Main Street Beautification Grand Opening Block Party

Glenn Pinkerton / Las Vegas News Bureau

The Arts District in downtown Las Vegas continues to add retail options, but businesses lament the dearth of available parking.

Shortly after he opened his popular Las Vegas Arts District bar/antique shop hybrid ReBar, Derek Stonebarger introduced the neighborhood’s biggest outdoor event space — a dirt-and-gravel lot called the FunkYard.

Located on a leased lot behind ReBar and accessible only by an alley running parallel to Main Street, the FunkYard demonstrated how badly it was needed almost immediately: It hosted local music, spoken-word readings, burlesque shows, film screenings, charity events, even a gubernatorial stump speech by longtime Clark County Commissioner Chris Giunchigliani. And on nights there were no events, the FunkYard could be used for employee parking — both for ReBar and other businesses — which proved vital during the city’s two-year reconstruction of Main Street.

All of that ended recently, when Stonebarger received a posted notice from the city of Las Vegas to clear the lot completely. (Bizarrely, Stonebarger — who also serves as president of the Arts District Neighborhood Association — had just come from recording a neighborhood-booster segment for a video that would play before Mayor Carolyn Goodman’s annual State of the City address.) Other nearby dirt lots — which Stonebarger and other business owners had leased and insured for parking, a much-needed amenity in an area with approximately 150 street spots in total — were similarly cleared. Arts District customers began to be towed away, which left Stonebarger mortified.

“Every person that gets towed in the area, every person who can't find parking because they've taken away all these organic dirt lots that they've allowed us to use for decades — they’re not coming back,” says Stonebarger. “We need those customers the most now.”

Brandy Stanley, the city’s parking services manager, isn’t unsympathetic.

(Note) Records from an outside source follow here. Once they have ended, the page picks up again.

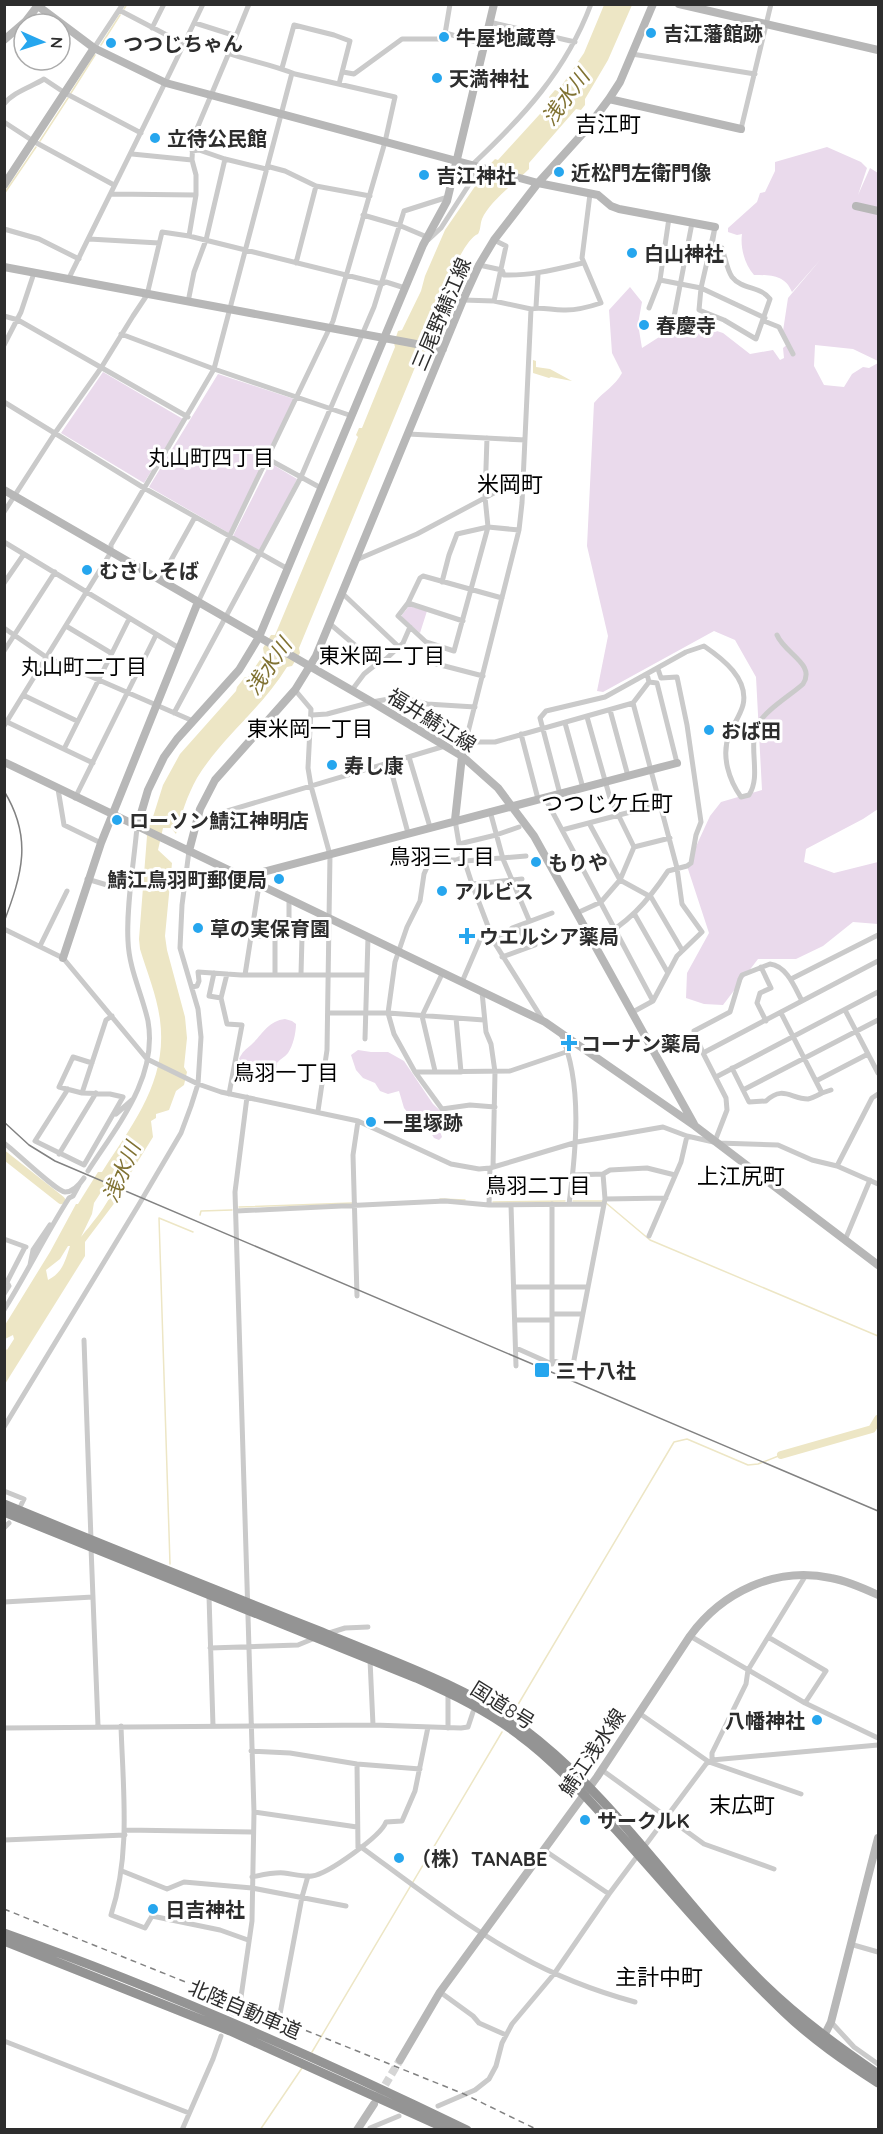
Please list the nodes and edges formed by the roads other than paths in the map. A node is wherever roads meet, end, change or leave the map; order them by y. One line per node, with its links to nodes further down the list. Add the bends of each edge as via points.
1 (164, 4): 15 (street)
2 (203, 4): 13 (street)
3 (249, 4): 17 (street)
4 (494, 4): 12 (street)
5 (591, 4): 19 (street)
6 (653, 4): 25 (street, 三尾野鯖江線)
7 (679, 4): 14 (street)
8 (771, 4): 14 (street)
9 (39, 5): 18 (street); 22 (street)
10 (448, 5): 16 (street)
11 (121, 7): 15 (street); 22 (street)
12 (489, 22): 19 (street); 21 (street)
13 (195, 23): 17 (street); 20 (street)
14 (766, 25): 23 (street); 29 (street)
15 (152, 28): 20 (street)
16 (445, 34): 21 (street); 27 (street, via 439,39 402,39 354,74)
17 (236, 36): 24 (street)
18 (4, 40)
19 (575, 42): 47 (street, via 557,73)
20 (184, 44): 30 (street)
21 (483, 44): 46 (street)
22 (94, 48): 30 (street); 32 (street)
23 (879, 50)
24 (230, 54): 26 (street); 33 (street)
25 (632, 54): 29 (street); 34 (street, 三尾野鯖江線)
26 (282, 68): 27 (street, via 294,25 350,42); 28 (street)
27 (343, 72): 31 (street)
28 (292, 73): 31 (street); 36 (street)
29 (755, 74): 38 (street)
30 (166, 83): 33 (street); 39 (street)
31 (339, 84): 41 (street, via 395,97)
32 (65, 93): 35 (street, via 44,79 10,96); 39 (street); 40 (street)
33 (212, 95): 36 (street); 42 (street, via 193,138)
34 (609, 99): 38 (street); 49 (street, 三尾野鯖江線, via 585,131)
35 (4, 104)
36 (280, 115): 41 (street); 48 (street)
37 (4, 122): 40 (street)
38 (741, 129)
39 (141, 133): 43 (street)
40 (33, 141): 50 (street); 51 (street)
41 (384, 142): 46 (street); 56 (street)
42 (192, 151): 44 (street); 45 (street)
43 (132, 154): 45 (street); 51 (street)
44 (225, 159): 48 (street); 68 (street)
45 (192, 160): 55 (street)
46 (456, 162): 47 (street); 57 (street)
47 (476, 166): 49 (street); 70 (street, via 472,180 441,228)
48 (266, 169): 52 (street, via 285,171); 72 (street)
49 (535, 183): 54 (street); 69 (street, 三尾野鯖江線)
50 (4, 185)
51 (114, 185): 53 (street)
52 (316, 186): 56 (street); 74 (street)
53 (111, 194): 55 (street); 67 (street)
54 (590, 194): 61 (street, via 620,209); 75 (street)
55 (196, 195): 66 (street)
56 (369, 196): 60 (street)
57 (448, 197): 63 (street, via 404,211); 70 (street)
58 (856, 206): 59 (street)
59 (879, 211)
60 (363, 215): 63 (street); 81 (street)
61 (669, 218): 62 (street); 83 (street)
62 (692, 223): 64 (street); 84 (street)
63 (401, 226): 70 (street); 85 (street)
64 (715, 227): 87 (street); 97 (street, via 712,245 722,248 731,276 741,284 766,292 770,299)
65 (4, 229): 73 (street, via 39,239)
66 (189, 236): 68 (street); 71 (street, via 162,232)
67 (89, 239): 71 (street); 73 (street)
68 (206, 240): 72 (street); 91 (street)
69 (494, 240): 76 (street, 三尾野鯖江線); 78 (street, via 506,246)
70 (425, 241): 86 (street)
71 (159, 243): 88 (street)
72 (245, 250): 74 (street); 94 (street)
73 (79, 259): 82 (street)
74 (296, 263): 81 (street)
75 (583, 263): 80 (street); 92 (street, via 601,303 582,309)
76 (479, 266): 78 (street); 89 (street, 三尾野鯖江線)
77 (4, 267): 79 (street)
78 (502, 270): 80 (street, via 504,275); 90 (street)
79 (34, 273): 82 (street); 96 (street)
80 (538, 274): 92 (street)
81 (346, 276): 85 (street); 99 (street)
82 (68, 280): 88 (street)
83 (660, 280): 84 (street); 93 (street)
84 (681, 283): 87 (street); 98 (street)
85 (382, 284): 86 (street); 101 (street)
86 (405, 288): 102 (street)
87 (701, 288): 97 (street); 97 (street, via 699,310 756,339)
88 (147, 295): 91 (street); 100 (street)
89 (464, 300): 90 (street); 104 (street, 三尾野鯖江線)
90 (494, 301): 92 (street)
91 (188, 302): 94 (street)
92 (533, 308): 116 (street)
93 (649, 308)
94 (231, 310): 99 (street); 107 (street)
95 (4, 316): 96 (street)
96 (18, 320): 103 (street); 106 (street)
97 (764, 320): 105 (street, via 779,327)
98 (673, 322)
99 (330, 329): 101 (street); 108 (street)
100 (121, 334): 106 (street); 107 (street)
101 (363, 335): 102 (street); 110 (street)
102 (384, 339): 104 (street); 111 (street)
103 (4, 345)
104 (443, 349): 114 (street, 三尾野鯖江線)
105 (793, 354)
106 (102, 368): 112 (street); 113 (street)
107 (214, 369): 108 (street); 112 (street)
108 (297, 397): 110 (street); 117 (street)
109 (4, 402): 113 (street)
110 (330, 408): 111 (street); 118 (street)
111 (352, 416): 121 (street)
112 (188, 417): 120 (street)
113 (55, 433): 120 (street); 123 (street)
114 (408, 434): 115 (street); 134 (street, 三尾野鯖江線)
115 (487, 438): 116 (street); 124 (street)
116 (525, 440): 119 (street)
117 (268, 459): 118 (street); 129 (street)
118 (301, 477): 121 (street); 133 (street)
119 (524, 477): 124 (street); 128 (street)
120 (144, 488): 126 (street); 131 (street, via 111,545)
121 (321, 488): 135 (street)
122 (4, 490): 123 (street, 福井鯖江線)
123 (15, 496): 125 (street); 131 (street, 福井鯖江線)
124 (485, 497): 127 (street); 134 (street, via 417,534)
125 (4, 512)
126 (195, 517): 129 (street); 137 (street)
127 (488, 527): 128 (street); 138 (street, via 457,534); 140 (street)
128 (519, 530): 143 (street)
129 (230, 537): 133 (street); 144 (street)
130 (4, 542): 132 (street)
131 (111, 552): 137 (street, 福井鯖江線); 141 (street)
132 (24, 554): 136 (street); 139 (street)
133 (260, 554): 135 (street); 147 (street)
134 (356, 560): 142 (street, 三尾野鯖江線)
135 (288, 569): 156 (street)
136 (55, 572): 141 (street); 155 (street)
137 (160, 580): 144 (street, 福井鯖江線)
138 (442, 582): 140 (street); 145 (street, via 423,576)
139 (4, 584)
140 (472, 590): 143 (street); 148 (street)
141 (86, 592): 146 (street); 150 (street)
142 (342, 593): 149 (street, 三尾野鯖江線); 157 (street)
143 (502, 598): 167 (street)
144 (198, 602): 147 (street, 福井鯖江線); 159 (street)
145 (408, 603): 148 (street); 151 (street, via 398,616)
146 (129, 619): 153 (street); 161 (street)
147 (225, 619): 156 (street, 福井鯖江線); 179 (street)
148 (463, 621): 158 (street, via 454,651)
149 (330, 623): 163 (street); 164 (street, 三尾野鯖江線)
150 (66, 626): 161 (street); 162 (street)
151 (410, 627): 157 (street); 158 (street, via 426,642)
152 (4, 628): 155 (street)
153 (156, 635): 159 (street); 172 (street)
154 (777, 635): 165 (street, via 784,648 805,667 807,677 758,723 749,795 741,797 730,781 727,765 729,736 745,693 733,671 704,646)
155 (15, 636): 160 (street); 162 (street)
156 (262, 639): 164 (street, 福井鯖江線); 183 (street)
157 (399, 646): 163 (street)
158 (439, 646): 167 (street, via 433,663)
159 (179, 648): 176 (street)
160 (4, 651)
161 (111, 653): 168 (street)
162 (46, 657): 168 (street); 173 (street)
163 (377, 664): 171 (street)
164 (307, 665): 170 (street, 三尾野鯖江線); 171 (street, 福井鯖江線)
165 (658, 669): 166 (street); 229 (street, via 661,678 677,677 701,822 692,863)
166 (647, 674): 169 (street); 186 (street, via 605,697 546,711 540,718)
167 (483, 676): 177 (street)
168 (98, 680): 172 (street); 182 (street)
169 (648, 682): 175 (street); 196 (street, via 657,683)
170 (295, 690): 180 (street); 211 (street, 三尾野鯖江線, via 215,780)
171 (352, 690): 174 (street, 福井鯖江線)
172 (128, 693): 176 (street); 194 (street)
173 (23, 695): 182 (street); 184 (street)
174 (372, 702): 177 (street, via 400,697 428,704); 180 (street); 189 (street, 福井鯖江線)
175 (633, 703): 178 (street); 197 (street)
176 (157, 705): 179 (street); 209 (street)
177 (475, 707): 188 (street)
178 (610, 710): 181 (street); 198 (street)
179 (174, 713): 183 (street)
180 (312, 715): 200 (street)
181 (587, 717): 185 (street); 199 (street)
182 (77, 721): 190 (street)
183 (193, 721): 214 (street, via 164,757 148,790)
184 (5, 723): 190 (street)
185 (566, 723): 186 (street); 201 (street)
186 (543, 729): 187 (street); 203 (street)
187 (521, 735): 188 (street, via 495,742); 205 (street)
188 (466, 742): 191 (street)
189 (445, 746): 191 (street, 福井鯖江線); 192 (street)
190 (64, 749): 194 (street)
191 (462, 756): 207 (street, 福井鯖江線); 212 (street)
192 (409, 757): 195 (street); 215 (street)
193 (4, 762): 202 (street)
194 (93, 763): 204 (street)
195 (389, 763): 200 (street); 218 (street)
196 (677, 763): 197 (street)
197 (652, 770): 198 (street); 206 (street)
198 (628, 776): 199 (street)
199 (605, 782): 201 (street); 210 (street)
200 (310, 786): 211 (street); 225 (street)
201 (583, 788): 203 (street)
202 (58, 789): 204 (street); 221 (street, via 64,825)
203 (560, 794): 205 (street)
204 (75, 798): 209 (street)
205 (541, 799): 207 (street); 217 (street)
206 (661, 804): 210 (street); 220 (street)
207 (512, 805): 208 (street); 243 (street, 福井鯖江線)
208 (490, 811): 212 (street); 219 (street)
209 (112, 815): 214 (street); 221 (street)
210 (617, 816): 213 (street); 223 (street)
211 (197, 820): 224 (street, 三尾野鯖江線)
212 (454, 820): 215 (street); 222 (street)
213 (589, 823): 217 (street); 234 (street)
214 (137, 827): 224 (street); 237 (street)
215 (430, 827): 218 (street)
216 (519, 827): 219 (street)
217 (562, 830): 241 (street)
218 (408, 833): 225 (street)
219 (496, 835): 222 (street); 228 (street)
220 (670, 838): 223 (street); 229 (street)
221 (101, 843): 231 (street)
222 (459, 844): 227 (street)
223 (634, 847): 234 (street)
224 (188, 850): 230 (street); 277 (street, via 180,948)
225 (330, 855): 230 (street); 245 (street)
226 (526, 856): 228 (street)
227 (464, 859): 228 (street); 235 (street); 261 (street, via 430,860 420,901)
228 (503, 859): 233 (street)
229 (677, 868): 239 (street, via 668,871); 260 (street, via 682,904 702,932)
230 (244, 878): 236 (street)
231 (87, 879): 237 (street); 263 (street)
232 (522, 879): 233 (street)
233 (514, 880): 235 (street); 246 (street)
234 (620, 880): 239 (street); 241 (street)
235 (472, 884): 257 (street)
236 (259, 885): 240 (street); 251 (street)
237 (131, 890): 303 (street, via 128,951 148,1023)
238 (67, 891): 259 (street)
239 (651, 897): 244 (street); 260 (street)
240 (289, 899): 245 (street); 253 (street)
241 (600, 902): 243 (street); 249 (street)
242 (552, 913): 246 (street)
243 (577, 913): 258 (street, 福井鯖江線)
244 (635, 915): 249 (street); 268 (street)
245 (329, 918): 255 (street); 256 (street)
246 (529, 920): 247 (street)
247 (518, 926): 257 (street); 262 (street, via 523,936 531,934 535,945)
248 (4, 929): 259 (street)
249 (615, 930): 258 (street); 281 (street)
250 (879, 934): 275 (street)
251 (251, 936): 252 (street); 273 (street)
252 (275, 936): 253 (street); 270 (street)
253 (289, 936): 254 (street)
254 (302, 937): 255 (street); 271 (street)
255 (328, 937): 272 (street)
256 (368, 937): 261 (street); 274 (street)
257 (493, 940): 262 (street); 276 (street, via 480,940)
258 (593, 942): 287 (street, 福井鯖江線)
259 (40, 946): 263 (street)
260 (682, 950): 268 (street)
261 (399, 952): 266 (street); 286 (street)
262 (502, 957): 295 (street)
263 (63, 958): 289 (street)
264 (879, 961): 282 (street)
265 (761, 967): 275 (street, via 775,965); 293 (street, via 771,988 760,993 757,1003); 301 (street, via 742,975 730,1012 694,1031)
266 (443, 972): 276 (street); 290 (street)
267 (214, 973): 269 (street); 277 (street, via 198,972 197,986); 280 (street, via 209,996)
268 (668, 973): 281 (street)
269 (226, 974): 273 (street); 280 (street)
270 (275, 974): 271 (street); 273 (street)
271 (301, 974): 272 (street)
272 (328, 974): 274 (street); 284 (street)
273 (245, 975)
274 (366, 975): 285 (street)
275 (791, 979): 282 (street)
276 (462, 982): 278 (street)
277 (192, 987): 314 (street, via 200,1018)
278 (482, 992): 292 (street); 295 (street)
279 (879, 992): 283 (street)
280 (221, 998): 321 (street, via 227,1024 242,1025)
281 (653, 1001): 287 (street)
282 (802, 1001): 288 (street)
283 (845, 1010): 296 (street); 298 (street)
284 (328, 1013): 285 (street); 326 (street)
285 (365, 1013): 286 (street); 299 (street)
286 (388, 1013): 290 (street); 308 (street, via 394,1034)
287 (631, 1013): 329 (street, 福井鯖江線)
288 (781, 1013): 293 (street); 298 (street)
289 (112, 1016): 303 (street); 305 (street, via 106,1020)
290 (422, 1016): 291 (street); 307 (street)
291 (456, 1018): 292 (street); 309 (street)
292 (484, 1020): 310 (street)
293 (765, 1020): 301 (street)
294 (879, 1020): 296 (street)
295 (545, 1022): 297 (street)
296 (856, 1032): 302 (street); 304 (street)
297 (561, 1033): 300 (street); 329 (street)
298 (793, 1037): 304 (street); 306 (street)
299 (365, 1039)
300 (568, 1051): 310 (street, via 510,1071); 331 (street)
301 (703, 1053): 312 (street)
302 (868, 1054): 311 (street); 313 (street)
303 (147, 1059): 314 (street); 324 (street)
304 (805, 1059): 313 (street); 316 (street)
305 (92, 1063): 315 (street, via 73,1057 59,1087); 318 (street)
306 (732, 1068): 312 (street); 316 (street)
307 (435, 1071): 308 (street); 309 (street)
308 (415, 1072): 325 (street, via 442,1109)
309 (461, 1072): 310 (street)
310 (495, 1072): 325 (street)
311 (879, 1073)
312 (716, 1077): 332 (street, via 727,1104)
313 (816, 1081): 320 (street)
314 (198, 1084): 321 (street); 375 (street, via 181,1132)
315 (68, 1089): 318 (street); 334 (street, via 35,1141)
316 (743, 1090): 320 (street, via 749,1102 766,1101 780,1093 810,1099)
317 (831, 1090): 320 (street)
318 (82, 1093): 319 (street)
319 (96, 1093): 327 (street, via 123,1097); 334 (street)
320 (822, 1093)
321 (229, 1094): 323 (street)
322 (879, 1094): 335 (street, via 872,1098)
323 (247, 1097): 326 (street); 352 (street, via 236,1172)
324 (133, 1100): 327 (street); 337 (street)
325 (495, 1107): 336 (street)
326 (318, 1111): 328 (street)
327 (114, 1115): 334 (street, via 84,1165)
328 (358, 1121): 336 (street, via 451,1164); 349 (street, via 353,1155)
329 (695, 1126): 332 (street)
330 (687, 1136): 331 (street, via 659,1127); 332 (street); 340 (street)
331 (577, 1142): 336 (street); 339 (street)
332 (717, 1142): 335 (street, via 778,1145); 356 (street)
333 (4, 1143): 344 (street, via 55,1187 68,1191)
334 (59, 1154)
335 (837, 1166): 342 (street)
336 (492, 1167): 350 (street)
337 (88, 1171)
338 (603, 1174): 339 (street); 340 (street, via 610,1170 647,1168); 346 (street)
339 (573, 1175): 348 (street)
340 (675, 1175): 345 (street)
341 (84, 1178): 344 (street)
342 (870, 1180): 343 (street); 356 (street)
343 (879, 1184)
344 (79, 1185): 353 (street)
345 (666, 1198): 346 (street); 354 (street)
346 (604, 1201): 348 (street); 364 (street)
347 (552, 1204): 348 (street); 351 (street); 363 (street)
348 (569, 1204)
349 (354, 1205): 350 (street, via 445,1201); 352 (street); 366 (street)
350 (489, 1205): 351 (street)
351 (511, 1205): 362 (street)
352 (236, 1211): 386 (street)
353 (53, 1223): 358 (street); 360 (street)
354 (649, 1236)
355 (4, 1239): 357 (street)
356 (845, 1240): 359 (street)
357 (25, 1247): 358 (street); 361 (street)
358 (33, 1250): 360 (street)
359 (879, 1265)
360 (30, 1269): 367 (street)
361 (8, 1270): 365 (street, via 9,1286)
362 (515, 1287): 363 (street); 370 (street)
363 (553, 1287): 364 (street); 369 (street)
364 (587, 1287): 368 (street)
365 (4, 1294)
366 (357, 1296)
367 (4, 1310)
368 (582, 1314): 369 (street); 373 (street, via 573,1365)
369 (552, 1317): 370 (street); 373 (street)
370 (516, 1320): 372 (street)
371 (84, 1340): 380 (street)
372 (516, 1348): 373 (street, via 552,1364); 374 (street)
373 (552, 1360)
374 (516, 1366)
375 (4, 1427)
376 (4, 1491): 378 (street, via 24,1499)
377 (4, 1504): 380 (highway, 国道8号)
378 (21, 1505)
379 (4, 1512): 380 (highway, 国道8号)
380 (91, 1543): 383 (highway, 国道8号); 384 (street); 386 (highway, 国道8号)
381 (806, 1575): 382 (street, 鯖江浅水線, via 843,1581); 389 (street, 鯖江浅水線, via 773,1578 740,1592 709,1613); 390 (street)
382 (879, 1595)
383 (209, 1596): 386 (highway, 国道8号); 393 (street)
384 (93, 1597): 385 (street); 401 (street)
385 (4, 1602)
386 (248, 1607): 388 (highway, 国道8号); 391 (highway, 国道8号); 392 (street)
387 (368, 1627): 388 (street)
388 (325, 1634): 391 (street); 415 (highway, 国道8号, via 449,1685 502,1714 547,1747)
389 (690, 1636): 395 (street); 399 (street, 鯖江浅水線)
390 (768, 1637): 395 (street); 397 (street, via 826,1671)
391 (315, 1638): 392 (street, via 298,1645); 394 (highway, 国道8号)
392 (249, 1647): 393 (street); 404 (street)
393 (210, 1648): 403 (street)
394 (370, 1660): 396 (highway, 国道8号); 400 (street)
395 (748, 1670): 397 (street); 411 (street, via 746,1684)
396 (448, 1692): 407 (street); 417 (highway, 国道8号, via 519,1734)
397 (805, 1703): 408 (street)
398 (473, 1712): 407 (street, via 468,1727)
399 (639, 1713): 411 (street); 414 (street, 鯖江浅水線)
400 (373, 1725): 404 (street); 405 (street)
401 (98, 1726): 402 (street); 406 (street)
402 (121, 1726): 403 (street); 421 (street)
403 (213, 1726): 404 (street)
404 (252, 1726): 410 (street)
405 (428, 1727): 407 (street); 413 (street)
406 (4, 1728)
407 (448, 1728)
408 (879, 1738)
409 (879, 1745): 411 (street)
410 (251, 1751): 412 (street); 418 (street)
411 (710, 1761): 416 (street); 419 (street, via 701,1767)
412 (357, 1764): 413 (street); 420 (street)
413 (420, 1769): 425 (street, via 404,1818 386,1822 378,1834)
414 (602, 1770): 415 (street, 鯖江浅水線); 419 (street)
415 (590, 1787): 417 (street, 鯖江浅水線); 427 (highway, 国道8号)
416 (801, 1794)
417 (584, 1795): 426 (street, 鯖江浅水線); 427 (highway, 国道8号)
418 (254, 1812): 420 (street); 422 (street)
419 (665, 1816): 427 (street); 428 (street, via 704,1844)
420 (357, 1827): 425 (street)
421 (125, 1832): 422 (street); 424 (street); 429 (street)
422 (252, 1832): 431 (street)
423 (879, 1838): 440 (street)
424 (4, 1840)
425 (359, 1848): 430 (street, via 339,1864); 437 (street)
426 (544, 1850): 433 (street); 437 (street, 鯖江浅水線)
427 (640, 1851): 433 (street); 451 (highway, 国道8号, via 741,1970)
428 (774, 1869)
429 (122, 1871): 432 (street, via 167,1889 184,1882); 438 (street, via 111,1915 145,1928 152,1916 220,1929)
430 (308, 1876): 431 (street, via 282,1873); 434 (street)
431 (252, 1877): 432 (street)
432 (252, 1888): 434 (street); 438 (street)
433 (609, 1894): 442 (street)
434 (302, 1897): 435 (street); 446 (street)
435 (346, 1905)
436 (4, 1933): 464 (highway, 北陸自動車道, via 232,2023)
437 (482, 1934): 442 (street); 443 (street, 鯖江浅水線)
438 (248, 1940): 444 (street)
439 (4, 1941): 463 (highway, 北陸自動車道, via 230,2031)
440 (850, 1944): 441 (street); 447 (street)
441 (879, 1952)
442 (555, 1974): 445 (street); 448 (street)
443 (440, 1992): 448 (street, via 479,2023); 452 (street, 鯖江浅水線)
444 (241, 1997)
445 (634, 2002)
446 (280, 2014)
447 (831, 2022): 451 (street); 453 (street, via 854,2047)
448 (506, 2035): 457 (street, via 489,2079 475,2090)
449 (221, 2036): 458 (street)
450 (4, 2041): 458 (street)
451 (820, 2042): 454 (highway, 国道8号); 455 (highway, 国道8号)
452 (400, 2060)
453 (879, 2064)
454 (879, 2074)
455 (879, 2083)
456 (374, 2104): 460 (street)
457 (438, 2106)
458 (189, 2113): 462 (street)
459 (399, 2116): 461 (street)
460 (358, 2128): 461 (street)
461 (372, 2129)
462 (182, 2130)
463 (449, 2130)
464 (467, 2130)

“Those parking lots down there really have never been technically supposed to be used for parking, and Code Enforcement came in and issued letters,” she says. “I honestly don't have any history as to why that happened. I wasn't aware of it and it's not part of my department.”

The situation illustrates a problem that, currently, doesn’t have an immediate solution. The Arts District is growing fast — a brewpub, tapas bar, steakhouse and more will soon be joining a neighborhood that includes such bustling businesses as Esther’s Kitchen, Makers & Finders, Casa Don Juan, Jammyland, Velveteen Rabbit … and yes, ReBar, along with its new companion bar Davy’s. When customers and employees come to the neighborhood on a busy Friday night, those street spots fill up fast. And the city doesn’t have the land to build a municipal lot, which throws the problem back to the owners of those dirt lots.

“We know that we need additional parking, but in order to do that, the private property owners are going to have to figure out a way to make them into legal parking lots,” says Stanley. “The city is willing to help with that, but it's really going to depend on what the private property owners want to do. It's going to take an investment to upgrade the lots so that they’re legal for parking.”

For a business owner like Stonebarger — who, again, is only leasing the FunkYard lot — that upgrade process is going to be a very expensive, very close shave.

“I'm trying to thread the needle here,” he says. “Come May 21, I believe, [the FunkYard] will be need to be cleared. After that it's a race until we can even consider getting it paved. I don't have 50 grand to throw at this; the margins of bars and restaurants are so super thin at the end of the month. I may need to do another thing, like I did when I kicked off ReBar — presell some bar tabs, or some sponsorships, or some parking spaces. Maybe launch a campaign to ask our customers and people in the Arts District to actually create a parking lot, because the city's not doing it.”

For her part, Stanley would very much like to create a parking solution for the neighborhood, but the city simply doesn’t have the land.

“Ultimately, there should be some sort of parking structure or structures down there. We are open to partnering with private property owners on getting that done, but nothing is really concrete at this point,” she says. “And I can't stress enough that we want to work with the community. It's not what we do to come in and put meters in and put all these parking structures in, in the name of the business down there, without actually having them participate. That's what we're doing right now. We are trying to figure out what's down there, what we need down there and then figure out how to get it done.”

In the meantime, Stanley says, parking in the Arts District will remain free; there are no immediate plans to introduce the metered parking that surrounds the Fremont East district. And Stonebarger is looking for ways to incentivize customers to leave their cars at home, including possible drink specials for anyone who can prove they took a Lyft or Uber to reach ReBar. But that kind of thinking will only get these businesses partway to a solution.

“The thing that we could ask for is some leniency so that more people don't get towed, until there’s a permanent solution with paved, lit city lots,” he says. “We need to be allowed to simply look the other way, like they've done for decades, when people park on these dirt lots. This whole thing is really at risk.”